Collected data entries

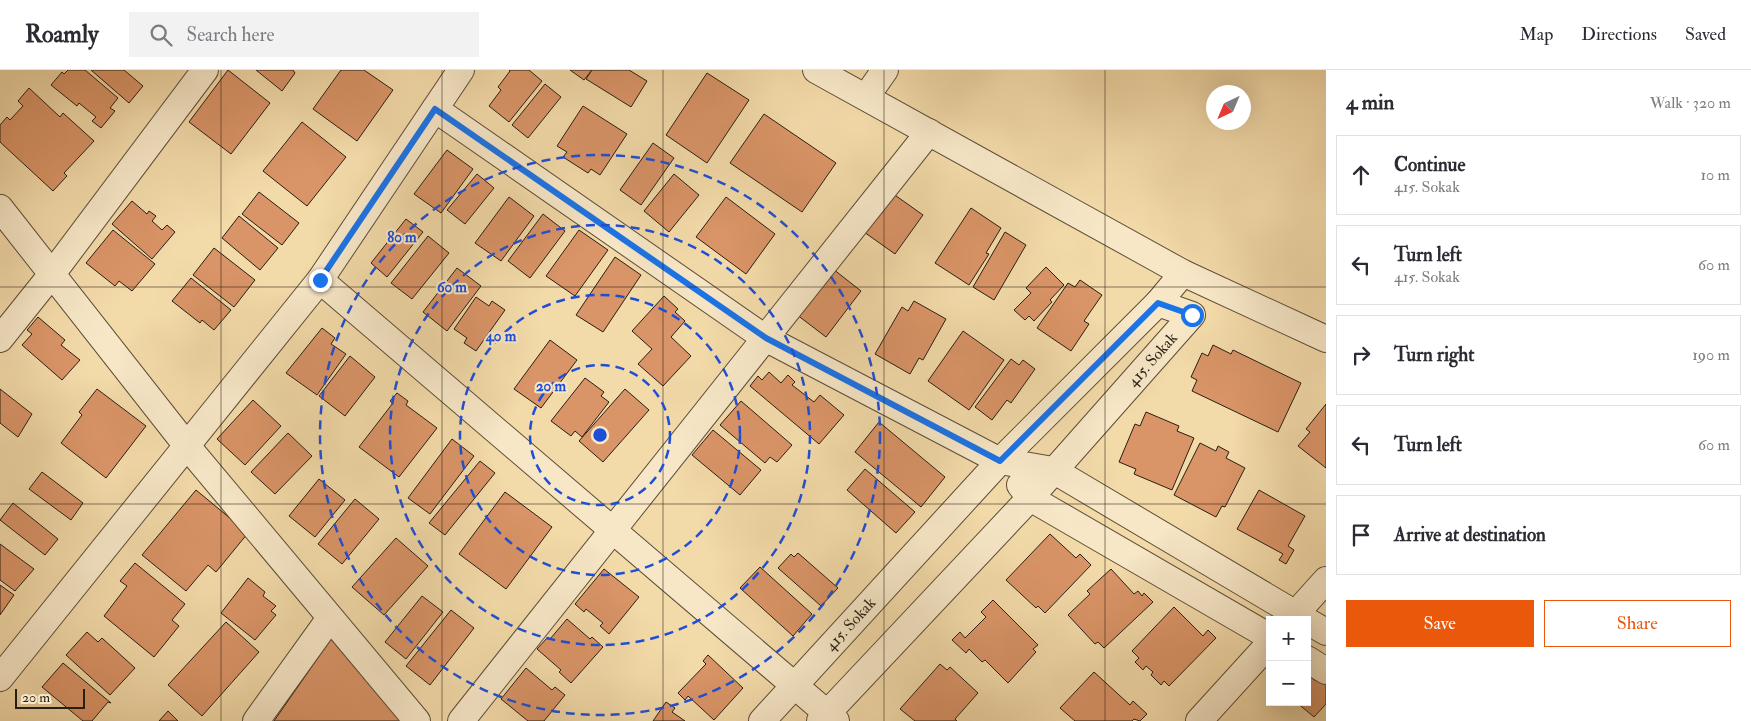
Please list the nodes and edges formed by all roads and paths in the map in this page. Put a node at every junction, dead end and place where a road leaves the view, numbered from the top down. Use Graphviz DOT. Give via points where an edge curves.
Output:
graph roads {
  1 [pos="206,70"];
  2 [pos="462,70"];
  3 [pos="816,70"];
  4 [pos="885,70"];
  5 [pos="866,97"];
  6 [pos="435,109"];
  7 [pos="928,132"];
  8 [pos="0,208"];
  9 [pos="1183,273"];
  10 [pos="52,274"];
  11 [pos="320,280"];
  12 [pos="1158,303"];
  13 [pos="766,338"];
  14 [pos="0,339"];
  15 [pos="1326,339"];
  16 [pos="187,446"];
  17 [pos="1000,461"];
  18 [pos="1053,470"];
  19 [pos="1030,498"];
  20 [pos="613,529"];
  21 [pos="1326,580"];
  22 [pos="1297,616"];
  23 [pos="1301,616"];
  24 [pos="330,618"];
  25 [pos="1311,624"];
  26 [pos="1326,632"];
  27 [pos="1266,635"];
  28 [pos="1266,647"];
  29 [pos="1309,661"];
  30 [pos="1326,671"];
  31 [pos="0,678"];
  32 [pos="795,684"];
  33 [pos="828,718"];
  34 [pos="256,721"];
  35 [pos="417,721"];
  36 [pos="461,721"];
  37 [pos="762,721"];
  38 [pos="1199,721"];
  1 -- 10 [label="street"];
  2 -- 6 [label="street"];
  3 -- 5 [label="street"];
  4 -- 5 [label="street"];
  5 -- 7 [label="street"];
  6 -- 11 [label="street"];
  6 -- 13 [label="street"];
  7 -- 9 [label="street"];
  7 -- 13 [label="street"];
  8 -- 10 [label="street"];
  9 -- 12 [label="street"];
  9 -- 15 [label="street"];
  10 -- 14 [label="street"];
  10 -- 16 [label="street"];
  11 -- 16 [label="street"];
  11 -- 20 [label="street"];
  12 -- 17 [label="street, 415. Sokak"];
  12 -- 18 [label="street, 415. Sokak" via="1192,315"];
  13 -- 17 [label="street"];
  13 -- 20 [label="street"];
  16 -- 24 [label="street"];
  16 -- 31 [label="street"];
  17 -- 18 [label="street"];
  17 -- 19 [label="street"];
  17 -- 32 [label="street, 415. Sokak"];
  18 -- 19 [label="street, 415. Sokak"];
  18 -- 22 [label="street"];
  19 -- 27 [label="street"];
  19 -- 33 [label="street, 415. Sokak"];
  20 -- 32 [label="street"];
  20 -- 36 [label="street"];
  21 -- 23 [label="street"];
  24 -- 34 [label="street"];
  24 -- 35 [label="street"];
  25 -- 26 [label="street"];
  28 -- 38 [label="street"];
  29 -- 30 [label="street"];
  32 -- 33 [label="street"];
  32 -- 37 [label="street, 415. Sokak"];
}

#### [ACTIVITY]
Print all of the records shown above exactly, leaving out each picture.

#### [ANSWER BOX]
Please list the nodes and edges formed by all roads and paths in the map in this page. Put a node at every junction, dead end and place where a road leaves the view, numbered from the top down. Use Graphviz DOT. Give via points where an edge curves.
Output:
graph roads {
  1 [pos="206,70"];
  2 [pos="462,70"];
  3 [pos="816,70"];
  4 [pos="885,70"];
  5 [pos="866,97"];
  6 [pos="435,109"];
  7 [pos="928,132"];
  8 [pos="0,208"];
  9 [pos="1183,273"];
  10 [pos="52,274"];
  11 [pos="320,280"];
  12 [pos="1158,303"];
  13 [pos="766,338"];
  14 [pos="0,339"];
  15 [pos="1326,339"];
  16 [pos="187,446"];
  17 [pos="1000,461"];
  18 [pos="1053,470"];
  19 [pos="1030,498"];
  20 [pos="613,529"];
  21 [pos="1326,580"];
  22 [pos="1297,616"];
  23 [pos="1301,616"];
  24 [pos="330,618"];
  25 [pos="1311,624"];
  26 [pos="1326,632"];
  27 [pos="1266,635"];
  28 [pos="1266,647"];
  29 [pos="1309,661"];
  30 [pos="1326,671"];
  31 [pos="0,678"];
  32 [pos="795,684"];
  33 [pos="828,718"];
  34 [pos="256,721"];
  35 [pos="417,721"];
  36 [pos="461,721"];
  37 [pos="762,721"];
  38 [pos="1199,721"];
  1 -- 10 [label="street"];
  2 -- 6 [label="street"];
  3 -- 5 [label="street"];
  4 -- 5 [label="street"];
  5 -- 7 [label="street"];
  6 -- 11 [label="street"];
  6 -- 13 [label="street"];
  7 -- 9 [label="street"];
  7 -- 13 [label="street"];
  8 -- 10 [label="street"];
  9 -- 12 [label="street"];
  9 -- 15 [label="street"];
  10 -- 14 [label="street"];
  10 -- 16 [label="street"];
  11 -- 16 [label="street"];
  11 -- 20 [label="street"];
  12 -- 17 [label="street, 415. Sokak"];
  12 -- 18 [label="street, 415. Sokak" via="1192,315"];
  13 -- 17 [label="street"];
  13 -- 20 [label="street"];
  16 -- 24 [label="street"];
  16 -- 31 [label="street"];
  17 -- 18 [label="street"];
  17 -- 19 [label="street"];
  17 -- 32 [label="street, 415. Sokak"];
  18 -- 19 [label="street, 415. Sokak"];
  18 -- 22 [label="street"];
  19 -- 27 [label="street"];
  19 -- 33 [label="street, 415. Sokak"];
  20 -- 32 [label="street"];
  20 -- 36 [label="street"];
  21 -- 23 [label="street"];
  24 -- 34 [label="street"];
  24 -- 35 [label="street"];
  25 -- 26 [label="street"];
  28 -- 38 [label="street"];
  29 -- 30 [label="street"];
  32 -- 33 [label="street"];
  32 -- 37 [label="street, 415. Sokak"];
}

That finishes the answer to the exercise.